* **Exercise**:
Every entry below must be transcribed word for word, and the images must be left out.

☆ ☆ ☆

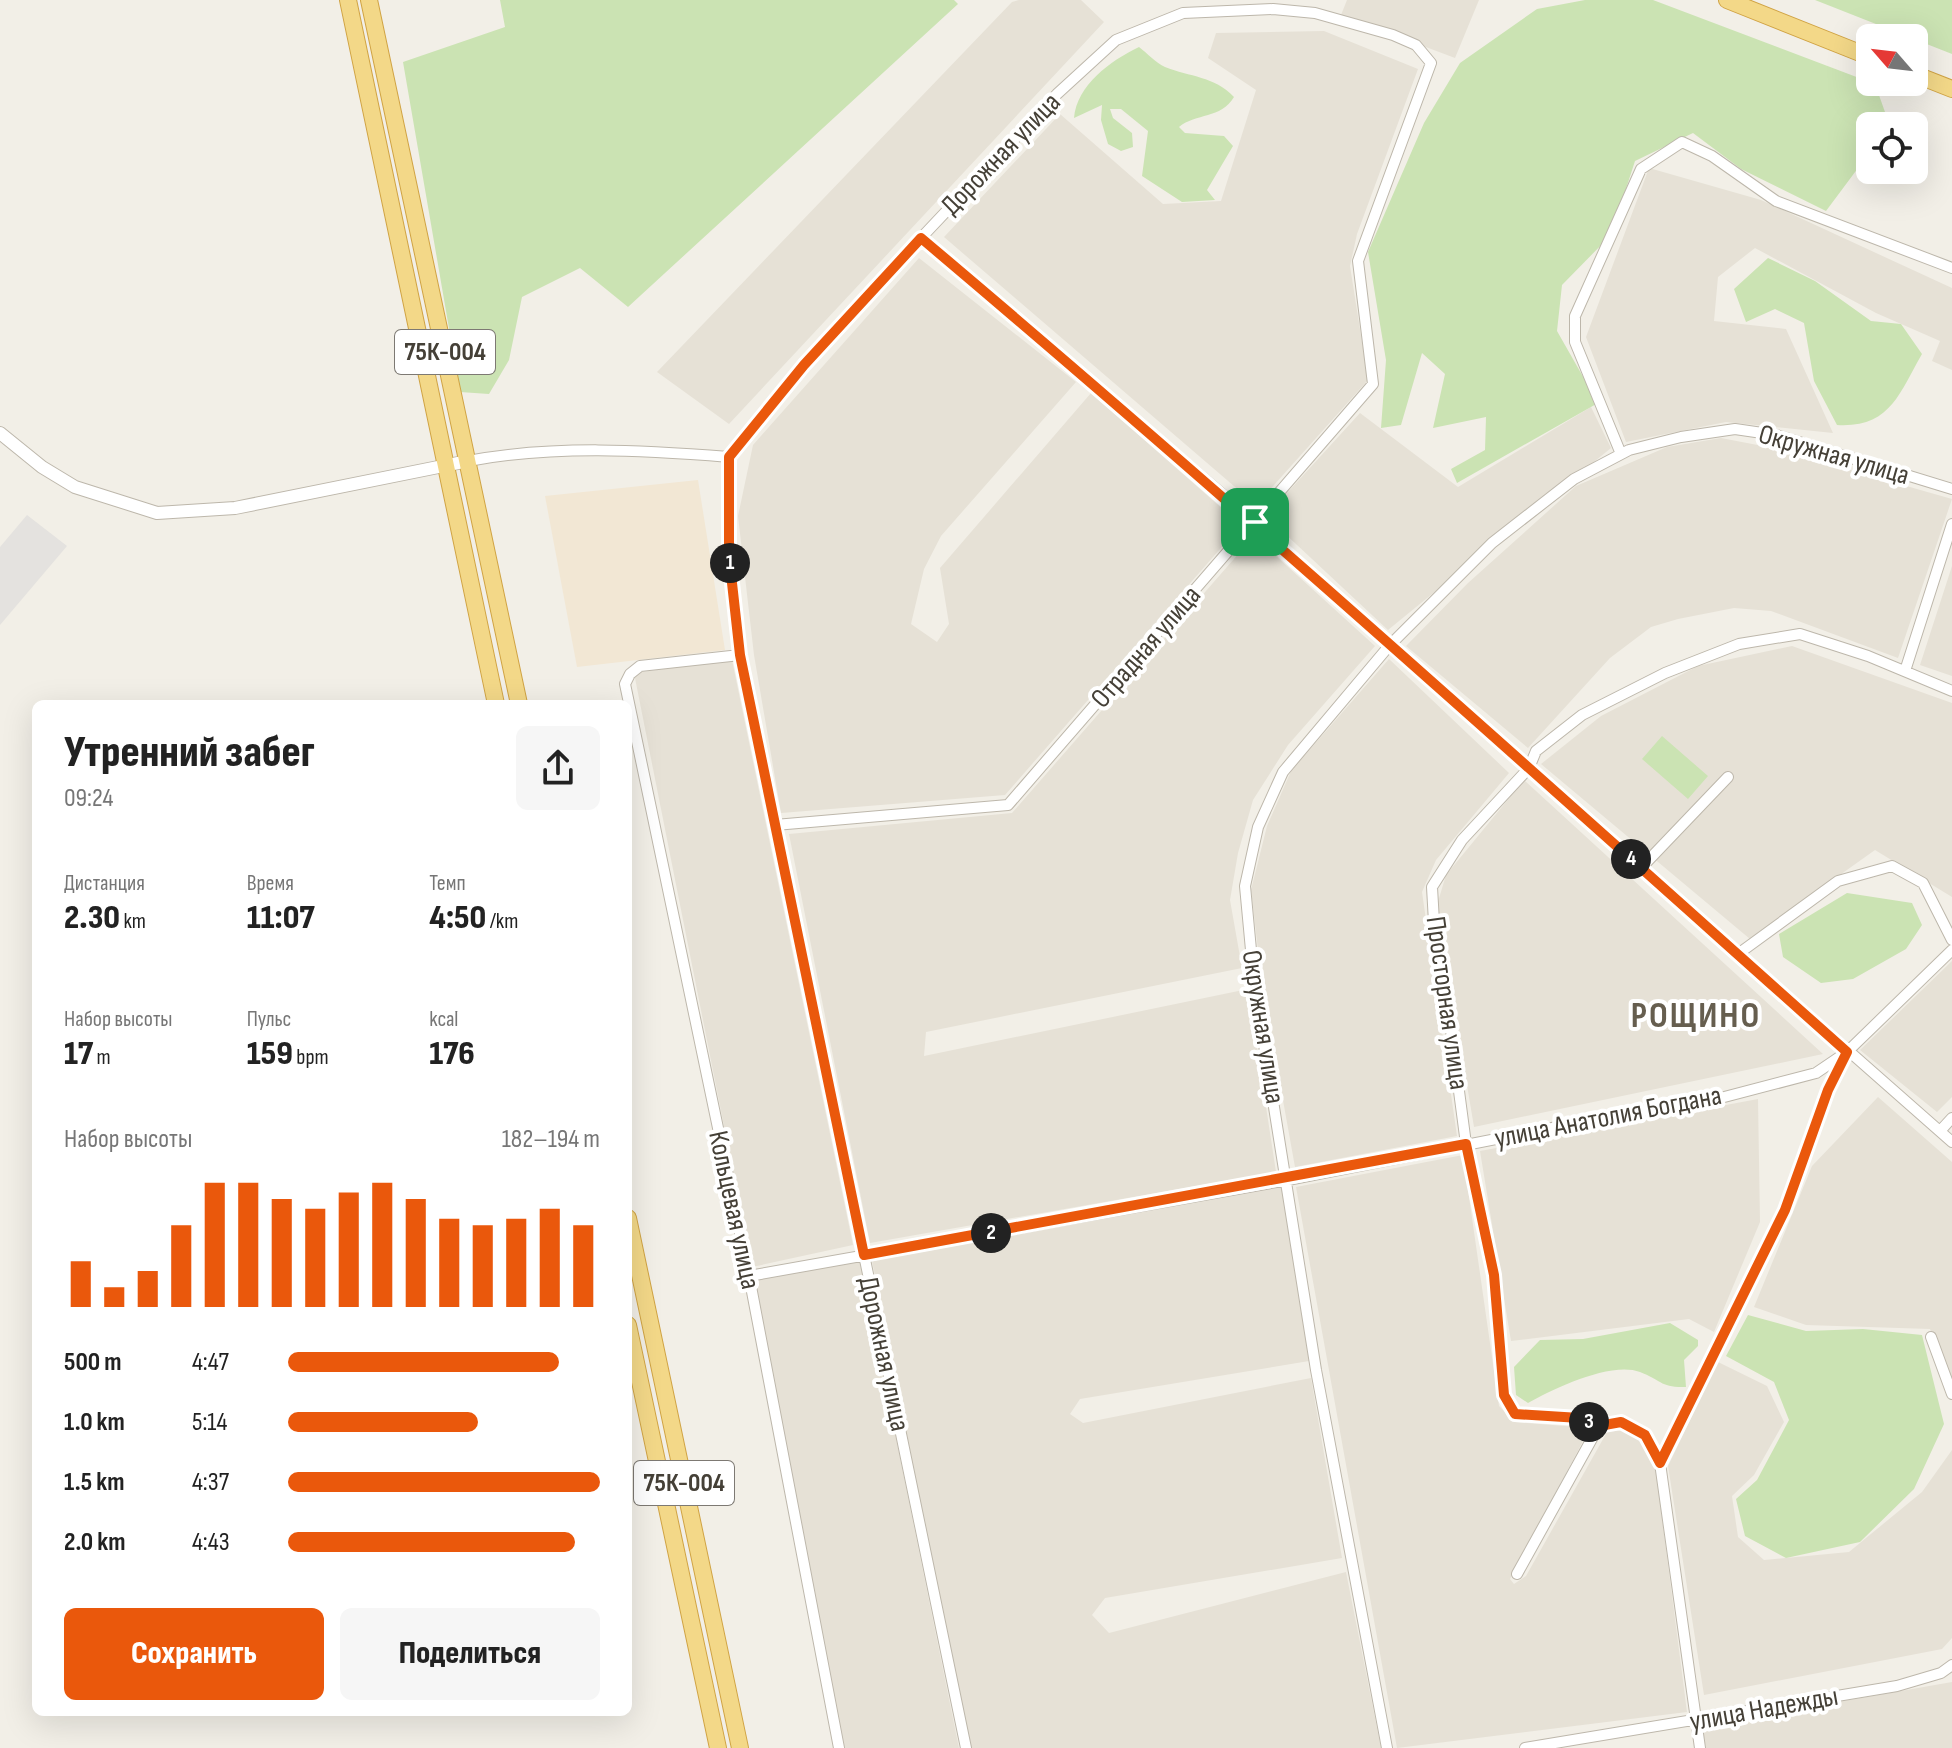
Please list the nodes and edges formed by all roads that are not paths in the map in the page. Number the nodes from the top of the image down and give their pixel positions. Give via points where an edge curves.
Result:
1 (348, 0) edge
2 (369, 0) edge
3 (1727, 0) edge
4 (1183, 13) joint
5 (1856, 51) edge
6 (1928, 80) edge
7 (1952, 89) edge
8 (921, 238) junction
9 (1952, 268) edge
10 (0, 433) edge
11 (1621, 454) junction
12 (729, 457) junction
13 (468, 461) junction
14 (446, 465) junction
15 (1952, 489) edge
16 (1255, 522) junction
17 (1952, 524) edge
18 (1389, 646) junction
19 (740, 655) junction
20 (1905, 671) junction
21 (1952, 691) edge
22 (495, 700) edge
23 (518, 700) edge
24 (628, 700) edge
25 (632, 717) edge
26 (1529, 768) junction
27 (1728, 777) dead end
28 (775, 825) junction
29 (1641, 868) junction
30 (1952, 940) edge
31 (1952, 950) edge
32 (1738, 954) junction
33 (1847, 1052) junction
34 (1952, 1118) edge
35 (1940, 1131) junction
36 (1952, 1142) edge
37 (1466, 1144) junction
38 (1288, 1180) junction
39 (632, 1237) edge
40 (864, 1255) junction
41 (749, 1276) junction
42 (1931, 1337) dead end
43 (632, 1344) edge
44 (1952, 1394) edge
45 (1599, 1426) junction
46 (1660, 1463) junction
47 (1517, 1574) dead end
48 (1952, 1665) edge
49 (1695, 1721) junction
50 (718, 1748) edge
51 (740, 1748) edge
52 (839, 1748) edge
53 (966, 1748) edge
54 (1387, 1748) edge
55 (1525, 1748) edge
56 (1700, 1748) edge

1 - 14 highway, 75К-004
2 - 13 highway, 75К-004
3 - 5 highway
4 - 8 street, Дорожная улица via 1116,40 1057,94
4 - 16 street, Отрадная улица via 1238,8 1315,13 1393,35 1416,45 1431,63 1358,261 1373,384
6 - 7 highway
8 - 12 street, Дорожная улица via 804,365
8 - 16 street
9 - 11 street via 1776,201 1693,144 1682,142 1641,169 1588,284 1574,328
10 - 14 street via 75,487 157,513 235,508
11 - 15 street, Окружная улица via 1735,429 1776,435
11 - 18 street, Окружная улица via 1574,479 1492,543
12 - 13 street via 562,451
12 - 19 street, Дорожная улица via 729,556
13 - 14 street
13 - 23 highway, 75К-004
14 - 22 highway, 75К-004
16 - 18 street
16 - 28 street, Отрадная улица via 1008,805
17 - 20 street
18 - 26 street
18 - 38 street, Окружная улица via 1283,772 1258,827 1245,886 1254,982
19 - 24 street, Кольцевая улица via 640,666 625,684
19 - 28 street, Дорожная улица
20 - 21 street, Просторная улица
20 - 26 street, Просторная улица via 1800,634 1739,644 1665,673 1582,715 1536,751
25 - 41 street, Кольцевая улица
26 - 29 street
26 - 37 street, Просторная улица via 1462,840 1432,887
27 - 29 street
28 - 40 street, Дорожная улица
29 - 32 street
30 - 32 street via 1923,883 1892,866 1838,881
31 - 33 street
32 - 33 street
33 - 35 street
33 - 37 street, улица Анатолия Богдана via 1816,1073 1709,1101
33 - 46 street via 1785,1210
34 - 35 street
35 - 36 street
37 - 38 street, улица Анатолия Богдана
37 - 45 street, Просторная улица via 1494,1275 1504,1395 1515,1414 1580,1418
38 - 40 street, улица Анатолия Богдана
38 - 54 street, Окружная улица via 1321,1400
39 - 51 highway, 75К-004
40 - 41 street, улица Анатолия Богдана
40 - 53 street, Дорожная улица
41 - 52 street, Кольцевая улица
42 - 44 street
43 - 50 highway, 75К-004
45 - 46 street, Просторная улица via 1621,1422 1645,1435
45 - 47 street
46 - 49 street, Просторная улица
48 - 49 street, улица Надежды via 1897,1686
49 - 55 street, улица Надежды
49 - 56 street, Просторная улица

☆ ☆ ☆

* **Result of this task**:
Please list the nodes and edges formed by all roads that are not paths in the map in the page. Number the nodes from the top of the image down and give their pixel positions. Give via points where an edge curves.
Result:
1 (348, 0) edge
2 (369, 0) edge
3 (1727, 0) edge
4 (1183, 13) joint
5 (1856, 51) edge
6 (1928, 80) edge
7 (1952, 89) edge
8 (921, 238) junction
9 (1952, 268) edge
10 (0, 433) edge
11 (1621, 454) junction
12 (729, 457) junction
13 (468, 461) junction
14 (446, 465) junction
15 (1952, 489) edge
16 (1255, 522) junction
17 (1952, 524) edge
18 (1389, 646) junction
19 (740, 655) junction
20 (1905, 671) junction
21 (1952, 691) edge
22 (495, 700) edge
23 (518, 700) edge
24 (628, 700) edge
25 (632, 717) edge
26 (1529, 768) junction
27 (1728, 777) dead end
28 (775, 825) junction
29 (1641, 868) junction
30 (1952, 940) edge
31 (1952, 950) edge
32 (1738, 954) junction
33 (1847, 1052) junction
34 (1952, 1118) edge
35 (1940, 1131) junction
36 (1952, 1142) edge
37 (1466, 1144) junction
38 (1288, 1180) junction
39 (632, 1237) edge
40 (864, 1255) junction
41 (749, 1276) junction
42 (1931, 1337) dead end
43 (632, 1344) edge
44 (1952, 1394) edge
45 (1599, 1426) junction
46 (1660, 1463) junction
47 (1517, 1574) dead end
48 (1952, 1665) edge
49 (1695, 1721) junction
50 (718, 1748) edge
51 (740, 1748) edge
52 (839, 1748) edge
53 (966, 1748) edge
54 (1387, 1748) edge
55 (1525, 1748) edge
56 (1700, 1748) edge

1 - 14 highway, 75К-004
2 - 13 highway, 75К-004
3 - 5 highway
4 - 8 street, Дорожная улица via 1116,40 1057,94
4 - 16 street, Отрадная улица via 1238,8 1315,13 1393,35 1416,45 1431,63 1358,261 1373,384
6 - 7 highway
8 - 12 street, Дорожная улица via 804,365
8 - 16 street
9 - 11 street via 1776,201 1693,144 1682,142 1641,169 1588,284 1574,328
10 - 14 street via 75,487 157,513 235,508
11 - 15 street, Окружная улица via 1735,429 1776,435
11 - 18 street, Окружная улица via 1574,479 1492,543
12 - 13 street via 562,451
12 - 19 street, Дорожная улица via 729,556
13 - 14 street
13 - 23 highway, 75К-004
14 - 22 highway, 75К-004
16 - 18 street
16 - 28 street, Отрадная улица via 1008,805
17 - 20 street
18 - 26 street
18 - 38 street, Окружная улица via 1283,772 1258,827 1245,886 1254,982
19 - 24 street, Кольцевая улица via 640,666 625,684
19 - 28 street, Дорожная улица
20 - 21 street, Просторная улица
20 - 26 street, Просторная улица via 1800,634 1739,644 1665,673 1582,715 1536,751
25 - 41 street, Кольцевая улица
26 - 29 street
26 - 37 street, Просторная улица via 1462,840 1432,887
27 - 29 street
28 - 40 street, Дорожная улица
29 - 32 street
30 - 32 street via 1923,883 1892,866 1838,881
31 - 33 street
32 - 33 street
33 - 35 street
33 - 37 street, улица Анатолия Богдана via 1816,1073 1709,1101
33 - 46 street via 1785,1210
34 - 35 street
35 - 36 street
37 - 38 street, улица Анатолия Богдана
37 - 45 street, Просторная улица via 1494,1275 1504,1395 1515,1414 1580,1418
38 - 40 street, улица Анатолия Богдана
38 - 54 street, Окружная улица via 1321,1400
39 - 51 highway, 75К-004
40 - 41 street, улица Анатолия Богдана
40 - 53 street, Дорожная улица
41 - 52 street, Кольцевая улица
42 - 44 street
43 - 50 highway, 75К-004
45 - 46 street, Просторная улица via 1621,1422 1645,1435
45 - 47 street
46 - 49 street, Просторная улица
48 - 49 street, улица Надежды via 1897,1686
49 - 55 street, улица Надежды
49 - 56 street, Просторная улица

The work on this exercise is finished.